I closed my eyes, knowing tears were going to seep out any minute. “I forgave you months ago.” The thing was, I only needed to forgive myself.
He leaned in, his lips pressing against mine in that reverent way only his could. The entire world crumbled around me in that moment. He tasted so familiar, so right, and as much as I wanted him—God, I wanted him— I knew I couldn’t handle it. I flattened my palms against his hard chest, my heart begging me not to as I gently pushed him away. “I can’t.”
His brow wrinkled as his eyes searched mine. “Don’t do this.” He hung his head. “Don’t fucking do this.”
“Noah, we aren’t those same people.” I took a step around him, knowing that even with the best intentions, he’d end up breaking what little there was left of my heart. “I’m here and you’re… there.”
“So move back.” A slow smile worked over his lips. “I can give you anything you want, I can take you to Paris, buy you a house in the—”
This was insane. “Noah, stop!” I exhaled. “Stop.”
“Hannah, I came all the way out here for you.” His face crumpled. “I—I left in the middle of a tour to come out here and—”

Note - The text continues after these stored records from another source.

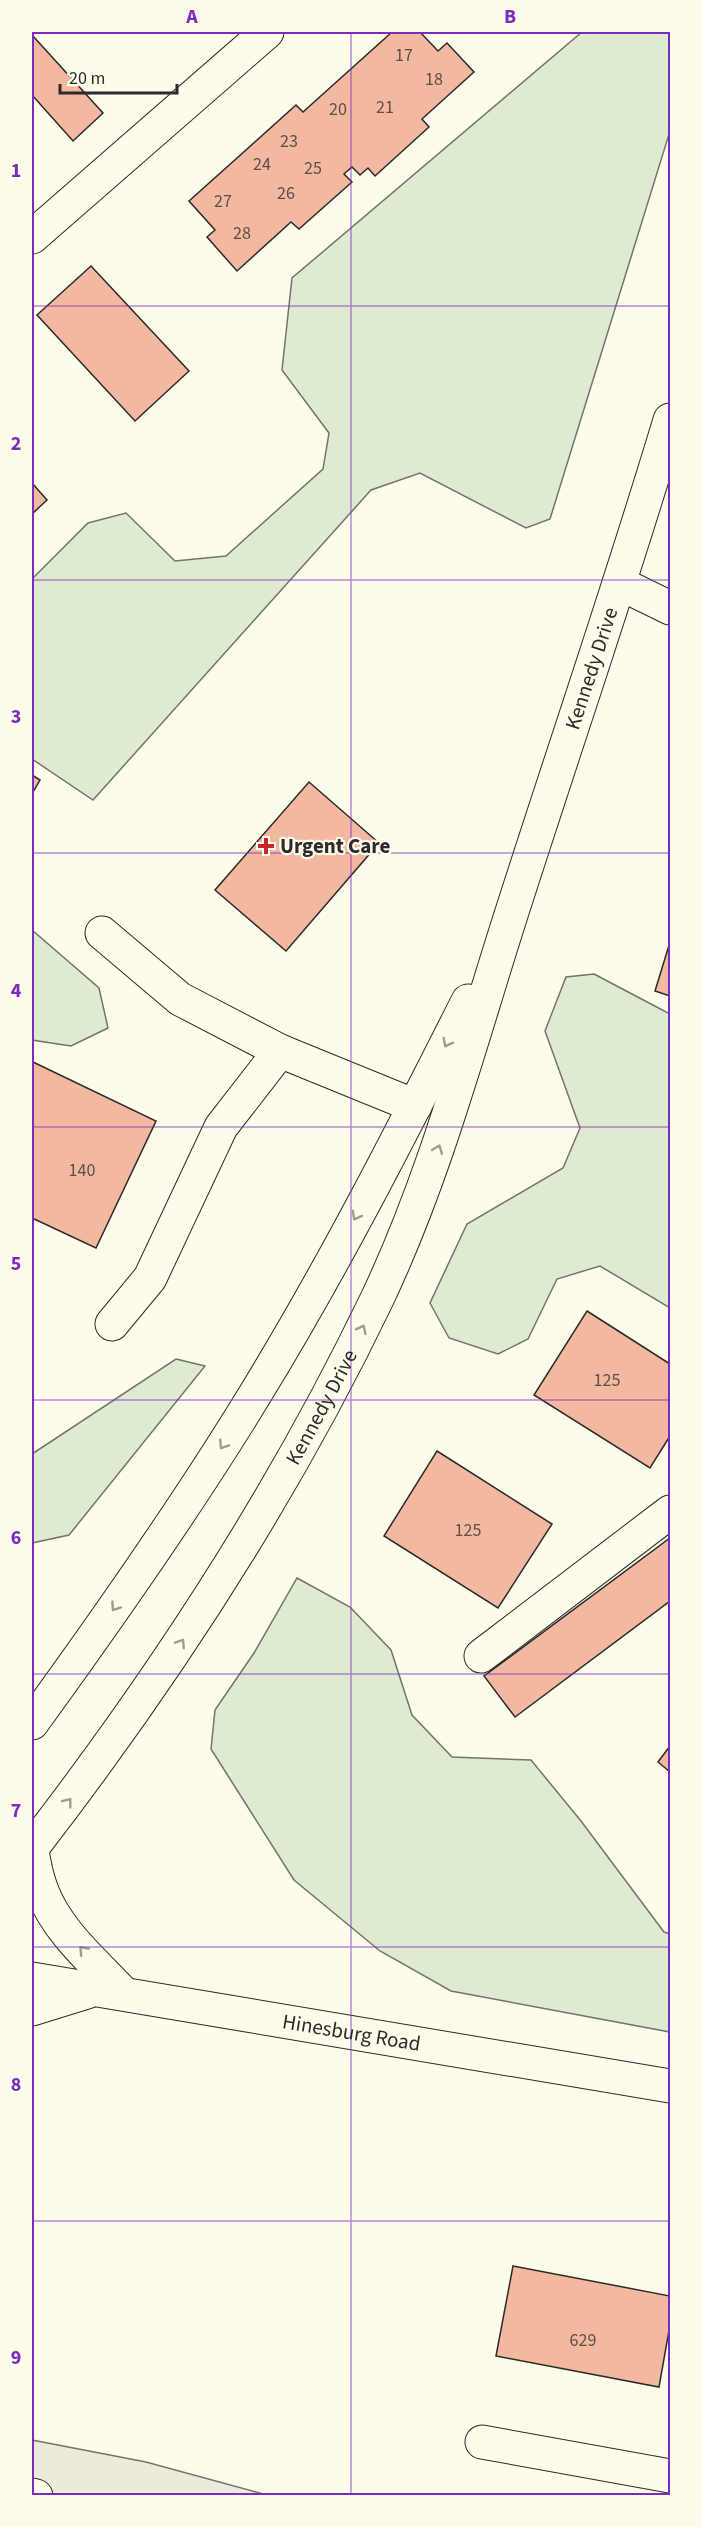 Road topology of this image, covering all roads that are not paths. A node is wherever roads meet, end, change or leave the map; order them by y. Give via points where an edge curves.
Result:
1 (267, 32) edge
2 (32, 237) edge
3 (670, 420) edge
4 (621, 584) junction
5 (670, 608) edge
6 (511, 916) junction
7 (102, 933) dead end
8 (280, 1051) junction
9 (415, 1106) junction
10 (112, 1324) dead end
11 (670, 1512) edge
12 (481, 1656) dead end
13 (32, 1723) edge
14 (32, 1849) edge
15 (32, 1979) edge
16 (110, 1991) junction
17 (32, 2009) edge
18 (670, 2086) edge
19 (482, 2442) dead end
20 (670, 2476) edge

1 - 2 main road
3 - 4 main road, Kennedy Drive
4 - 5 main road
4 - 6 main road, Kennedy Drive
6 -> 9 main road, Kennedy Drive
14 -> 6 main road, Kennedy Drive via 173,1657 247,1542 321,1408 378,1296 439,1148
7 - 8 main road via 180,999
8 - 9 main road
8 - 10 main road via 221,1127 150,1278
9 -> 13 main road, Kennedy Drive via 254,1396 178,1514
11 - 12 main road
16 -> 14 main road via 41,1891
15 - 16 main road, Hinesburg Road
16 - 17 main road
16 - 18 main road, Hinesburg Road
19 - 20 main road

“I didn’t ask you to.” I shook my head. The regret that had been building in my chest billowed into a heavy cloud of resentment. Did he think he could just fly out here and I’d fall at his feet? Of course he did.
“Hannah, come on.”
I took a breath, narrowing my eyes on him. “Why now? Why not a week later, a month later?”
His jaw clenched. “You blocked me. Cut me out. What was I supposed to do? I did what I thought you wanted and left you alone.”